Although the invention has been described in detail with reference to its presently preferable embodiment, it will be understood by one of ordinary skill in the art that various modifications can be made without departing from the spirit and the scope of the invention, as set forth in the appended claims.

Claims

1. A bone plate module with adjustable fixing direction, comprising:

a bone plate having a coupling hole;

an adjustment ring disposed in the coupling hole and having a thread portion, wherein the adjustment ring further comprises a first adjustment member and a second adjustment member, and the first adjustment member has a first end coupled with a first end of the second adjustment member; and

a bone nail having an adjustment portion coupled with the thread portion of the adjustment ring.

2. The bone plate module with adjustable fixing direction as claimed in claim 1, wherein the first ends of the first and second adjustment members are connected via a connection member.

3. The bone plate module with adjustable fixing direction as claimed in claim 1, wherein the first adjustment member further comprises a second end coupled with a second end of the second adjustment member.

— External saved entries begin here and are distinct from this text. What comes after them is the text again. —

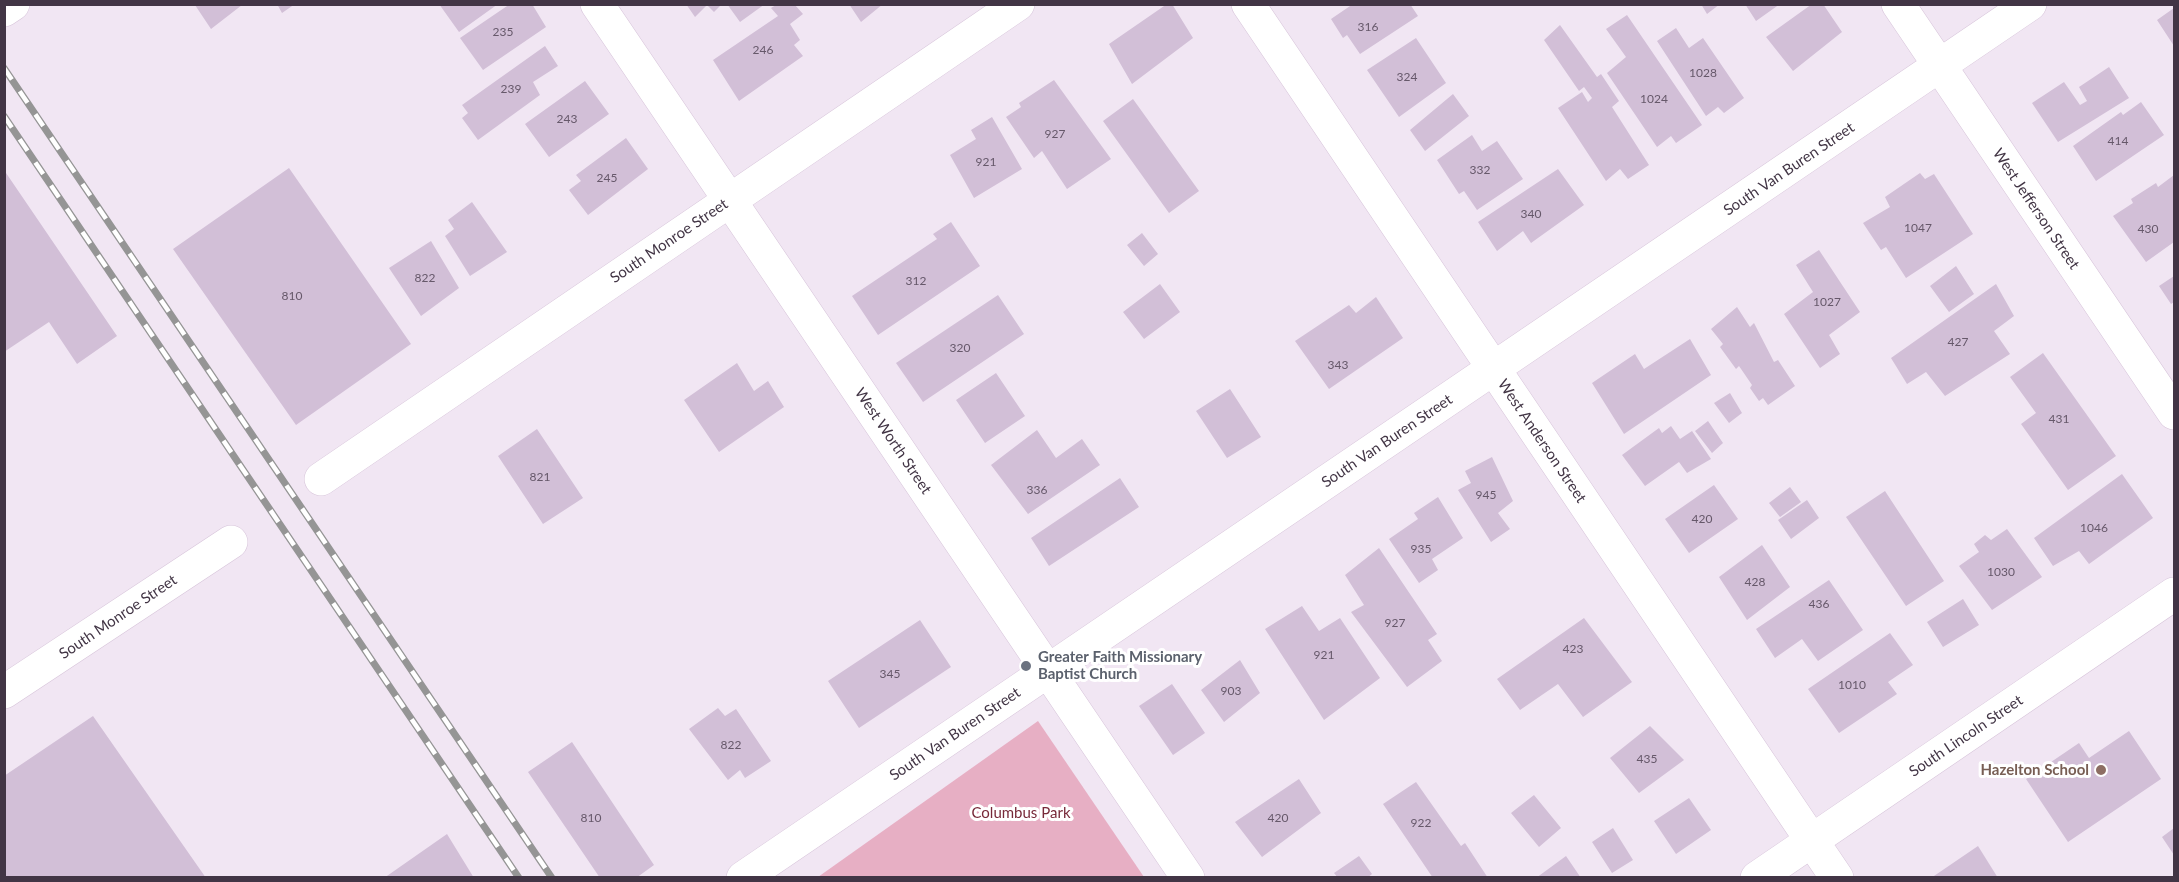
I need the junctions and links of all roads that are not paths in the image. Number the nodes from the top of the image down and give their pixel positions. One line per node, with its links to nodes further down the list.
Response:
1 (13, 4): 7 (street)
2 (597, 4): 9 (street, West Worth Street)
3 (1018, 4): 9 (street, South Monroe Street)
4 (1248, 4): 10 (street, West Anderson Street)
5 (1898, 4): 8 (street, West Jefferson Street)
6 (2030, 4): 8 (street, South Van Buren Street)
7 (4, 10)
8 (1940, 66): 10 (street, South Van Buren Street); 11 (street, West Jefferson Street)
9 (730, 201): 12 (street, South Monroe Street); 15 (street, West Worth Street)
10 (1494, 369): 15 (street, South Van Buren Street); 17 (street, West Anderson Street)
11 (2175, 413)
12 (321, 479)
13 (231, 542): 16 (street, South Monroe Street)
14 (2175, 594): 17 (street, South Lincoln Street)
15 (1048, 670): 18 (street, South Van Buren Street); 19 (street, West Worth Street)
16 (4, 692)
17 (1812, 840): 20 (street, South Lincoln Street); 21 (street, West Anderson Street)
18 (743, 878)
19 (1188, 878)
20 (1757, 878)
21 (1837, 878)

4. The bone plate module with adjustable fixing direction as claimed in claim 1, wherein the coupling hole has a circumferential wall with outward arcuation in a radial direction, the adjustment ring has a coupling face in the form of an arcuate circumferential face corresponding to the circumferential wall of the coupling hole, and both the circumferential wall of the coupling hole and the coupling face of the adjustment ring are rough.

5. The bone plate module with adjustable fixing direction as claimed in claim 1, wherein both the thread portion of the adjustment ring and the adjustment portion of the bone nail have a varying diameter that is increasingly reduced from one side to the other side thereof.

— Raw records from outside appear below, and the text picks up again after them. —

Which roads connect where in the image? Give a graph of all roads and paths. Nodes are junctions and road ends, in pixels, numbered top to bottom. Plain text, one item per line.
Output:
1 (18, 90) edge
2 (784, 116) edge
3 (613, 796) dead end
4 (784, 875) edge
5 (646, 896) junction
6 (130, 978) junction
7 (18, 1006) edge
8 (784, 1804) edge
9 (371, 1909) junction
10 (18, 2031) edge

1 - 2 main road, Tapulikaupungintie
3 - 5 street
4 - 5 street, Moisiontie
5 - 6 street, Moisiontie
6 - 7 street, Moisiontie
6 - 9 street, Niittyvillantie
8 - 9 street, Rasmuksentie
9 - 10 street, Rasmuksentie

6. An adjustment ring of a bone plate module with adjustable fixing direction, comprising:

a first adjustment member having a first end and a first thread portion; and

a second adjustment member having a first end and a second thread portion, wherein the first ends of the first and second adjustment members are connected to each other, and the first and second thread portions jointly form a thread portion.

7. The adjustment ring of the bone plate module with adjustable fixing direction as claimed in claim 6, wherein the first ends of the first and second adjustment members are connected via a connection member.

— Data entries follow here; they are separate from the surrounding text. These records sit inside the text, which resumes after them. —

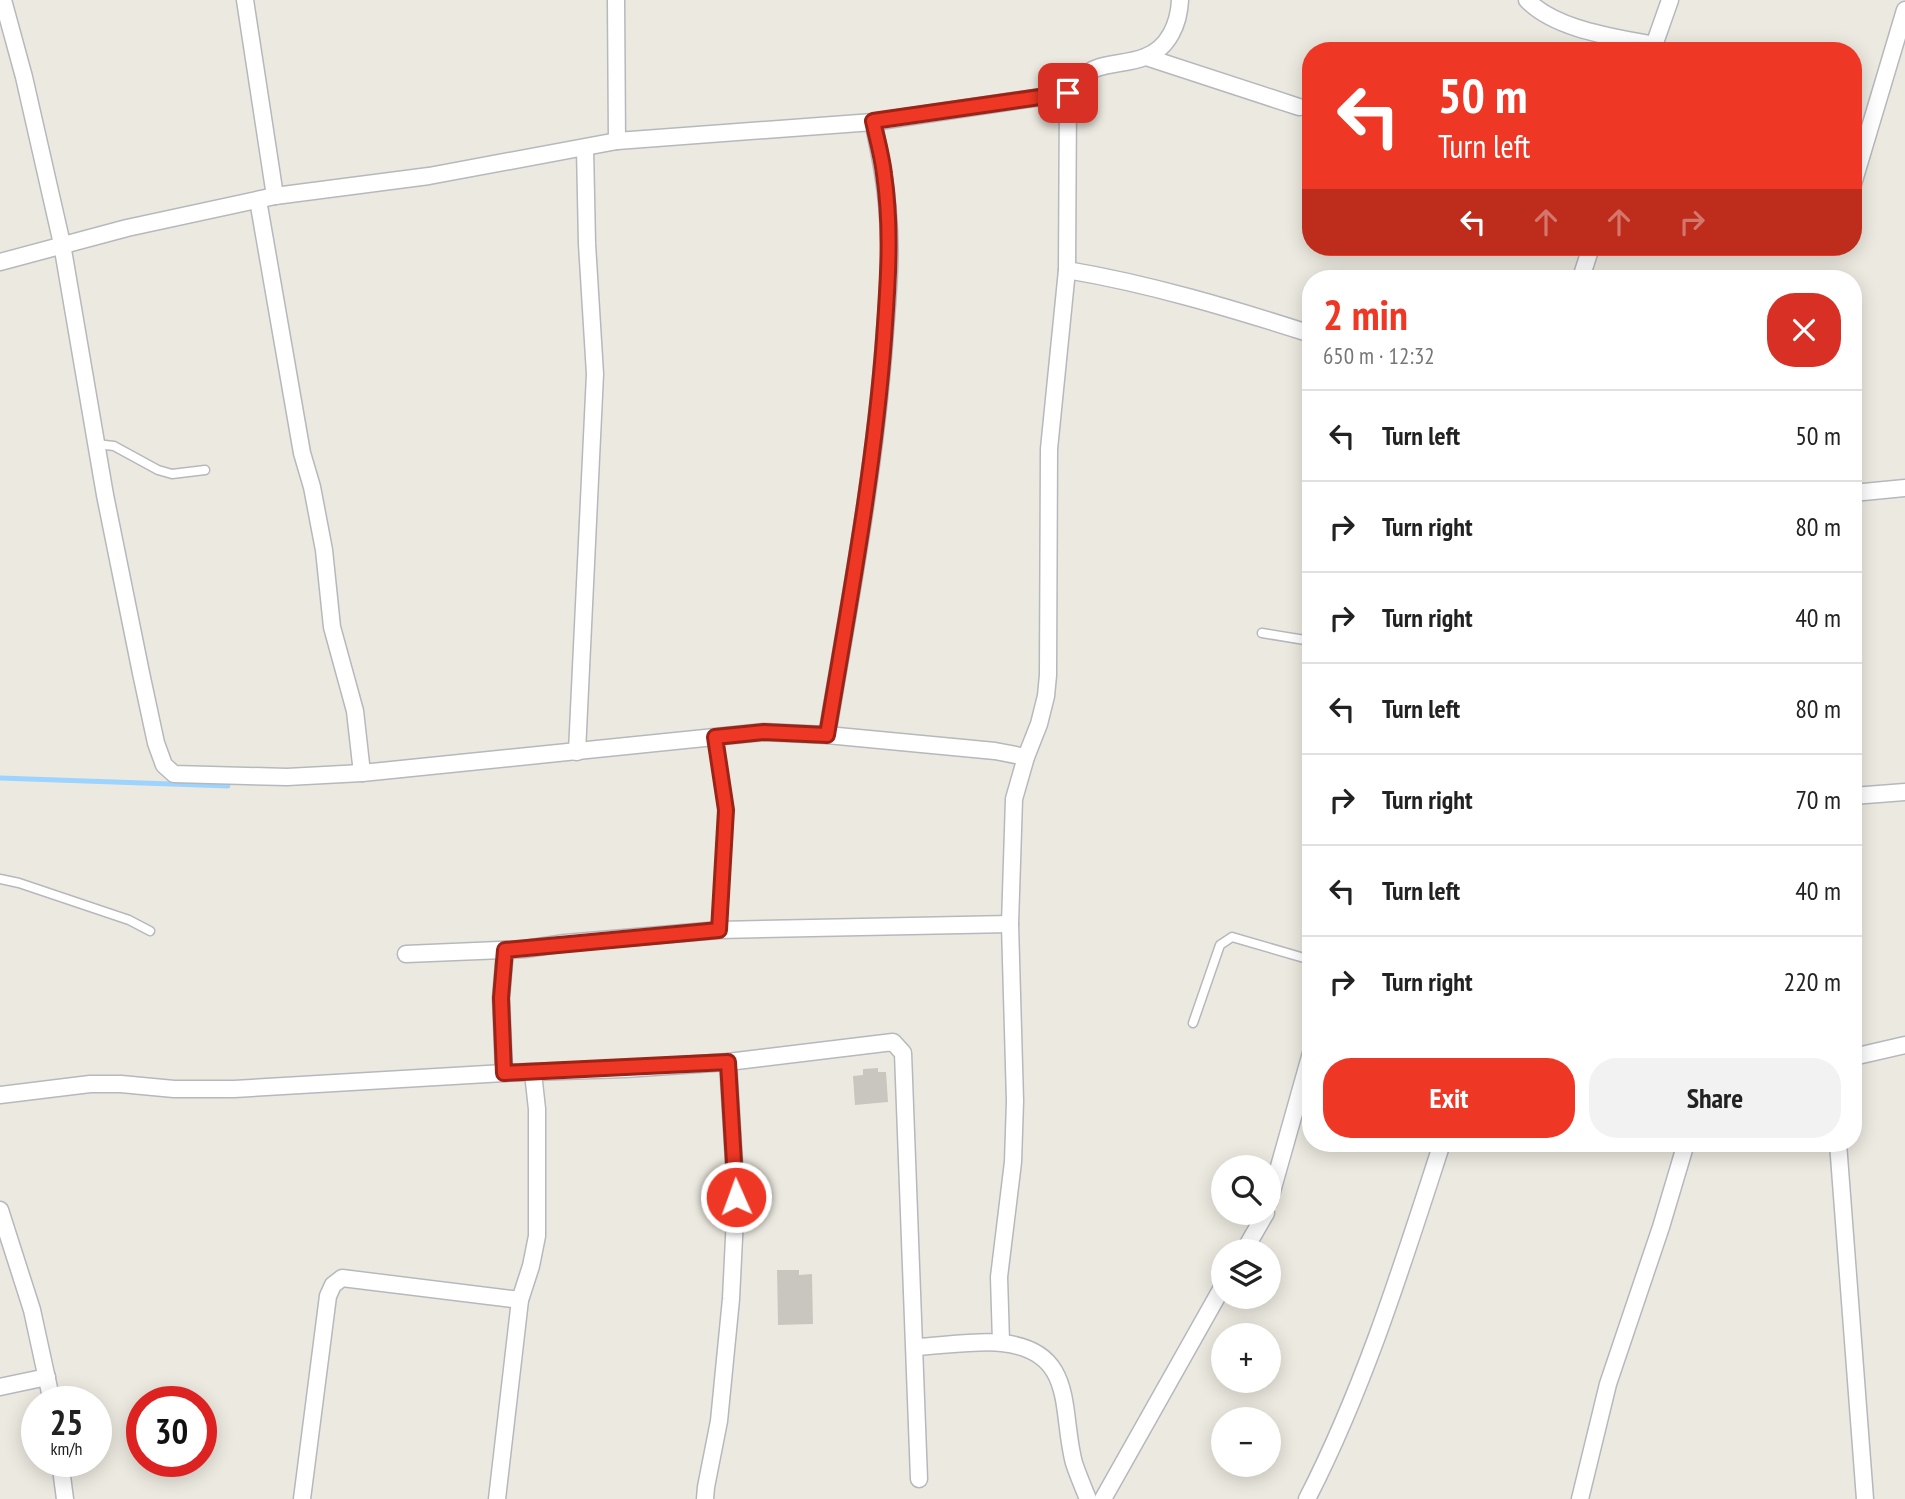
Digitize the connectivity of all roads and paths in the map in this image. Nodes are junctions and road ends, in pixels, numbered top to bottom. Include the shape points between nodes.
1 (3, 0) edge
2 (245, 0) edge
3 (616, 0) edge
4 (1180, 0) edge
5 (1527, 0) edge
6 (1670, 0) edge
7 (1905, 10) edge
8 (1631, 42) edge
9 (1655, 42) edge
10 (1146, 57) junction
11 (1068, 93) junction
12 (1299, 107) dead end
13 (873, 121) junction
14 (617, 141) junction
15 (585, 148) junction
16 (1862, 154) edge
17 (275, 196) junction
18 (258, 200) junction
19 (61, 244) junction
20 (0, 262) edge
21 (1067, 270) junction
22 (1302, 331) edge
23 (96, 444) junction
24 (205, 470) dead end
25 (1905, 488) edge
26 (1862, 492) edge
27 (1262, 633) dead end
28 (1302, 640) edge
29 (827, 735) junction
30 (715, 737) junction
31 (577, 752) junction
32 (1026, 757) junction
33 (362, 773) junction
34 (1905, 792) edge
35 (1862, 795) edge
36 (0, 879) edge
37 (1010, 924) junction
38 (719, 930) junction
39 (150, 931) dead end
40 (505, 950) junction
41 (406, 954) dead end
42 (1302, 957) edge
43 (1193, 1023) dead end
44 (1905, 1045) edge
45 (1862, 1055) edge
46 (728, 1062) junction
47 (504, 1073) junction
48 (533, 1073) junction
49 (1302, 1085) edge
50 (0, 1095) edge
51 (1438, 1152) edge
52 (1683, 1152) edge
53 (1839, 1152) edge
54 (1281, 1159) edge
55 (0, 1210) edge
56 (520, 1300) junction
57 (1211, 1307) edge
58 (1002, 1342) junction
59 (915, 1347) junction
60 (47, 1377) junction
61 (49, 1386) edge
62 (0, 1387) edge
63 (62, 1477) edge
64 (919, 1479) dead end
65 (65, 1499) edge
66 (302, 1499) edge
67 (497, 1499) edge
68 (705, 1499) edge
69 (1088, 1499) edge
70 (1103, 1499) edge
71 (1307, 1499) edge
72 (1580, 1499) edge
73 (1865, 1499) edge

1 - 19 street
2 - 17 street
3 - 14 street
4 - 10 street via 1173,32
5 - 8 street via 1555,19
6 - 9 street
7 - 16 street
10 - 11 street via 1095,68
10 - 12 street
11 - 13 street
11 - 21 street
13 - 14 street
13 - 29 street via 889,219 882,373 875,449
14 - 15 street
15 - 17 street via 429,176
15 - 31 street via 595,374
17 - 18 street
18 - 19 street
18 - 33 street via 302,453 324,550 332,627 355,711
19 - 20 street
19 - 23 street
21 - 22 street via 1206,301
21 - 32 street via 1049,449 1048,675 1039,724
23 - 24 lane via 114,446 172,474
23 - 33 street via 164,765 174,774 287,777
25 - 26 street
27 - 28 lane
29 - 30 street via 764,732
29 - 32 street
30 - 31 street
30 - 38 lane via 726,810
31 - 33 street
32 - 37 street via 1014,799
34 - 35 street
36 - 39 lane
37 - 38 street
37 - 58 street via 1015,1101 1013,1162 999,1277
38 - 40 street
40 - 41 street
40 - 47 street via 501,998
42 - 43 lane via 1232,937 1220,945
44 - 45 street
46 - 48 street
46 - 59 street via 892,1042 904,1053
46 - 68 street via 736,1197 732,1287 719,1421
47 - 48 street
47 - 50 street via 234,1089 90,1084
48 - 56 street via 537,1236
49 - 54 street
51 - 71 street via 1368,1362
52 - 72 street via 1608,1384
53 - 73 street
55 - 60 street via 32,1310
56 - 66 street via 342,1278 333,1286 328,1296
56 - 67 street
57 - 70 street
58 - 59 street
58 - 69 street via 1030,1350 1059,1376 1074,1463
59 - 64 street
60 - 61 street
60 - 62 street
63 - 65 street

8. The adjustment ring of the bone plate module with adjustable fixing direction as claimed in claim 6, wherein the adjustment ring has a coupling face on an outer circumferential face thereof, and the coupling face is rough and in the form of an arcuate circumferential face.

9. The adjustment ring of the bone plate module with adjustable fixing direction as claimed in claim 6, wherein the thread portion has a varying diameter that is increasingly reduced from one side to the other side thereof.

10. The adjustment ring of the bone plate module with adjustable fixing direction as claimed in claim 6, wherein the first adjustment member further comprises a second end coupled with a second end of the second adjustment member.

11. The adjustment ring of the bone plate module with adjustable fixing direction as claimed in claim 7, wherein the connection member has a radial thickness smaller than that of the adjustment ring.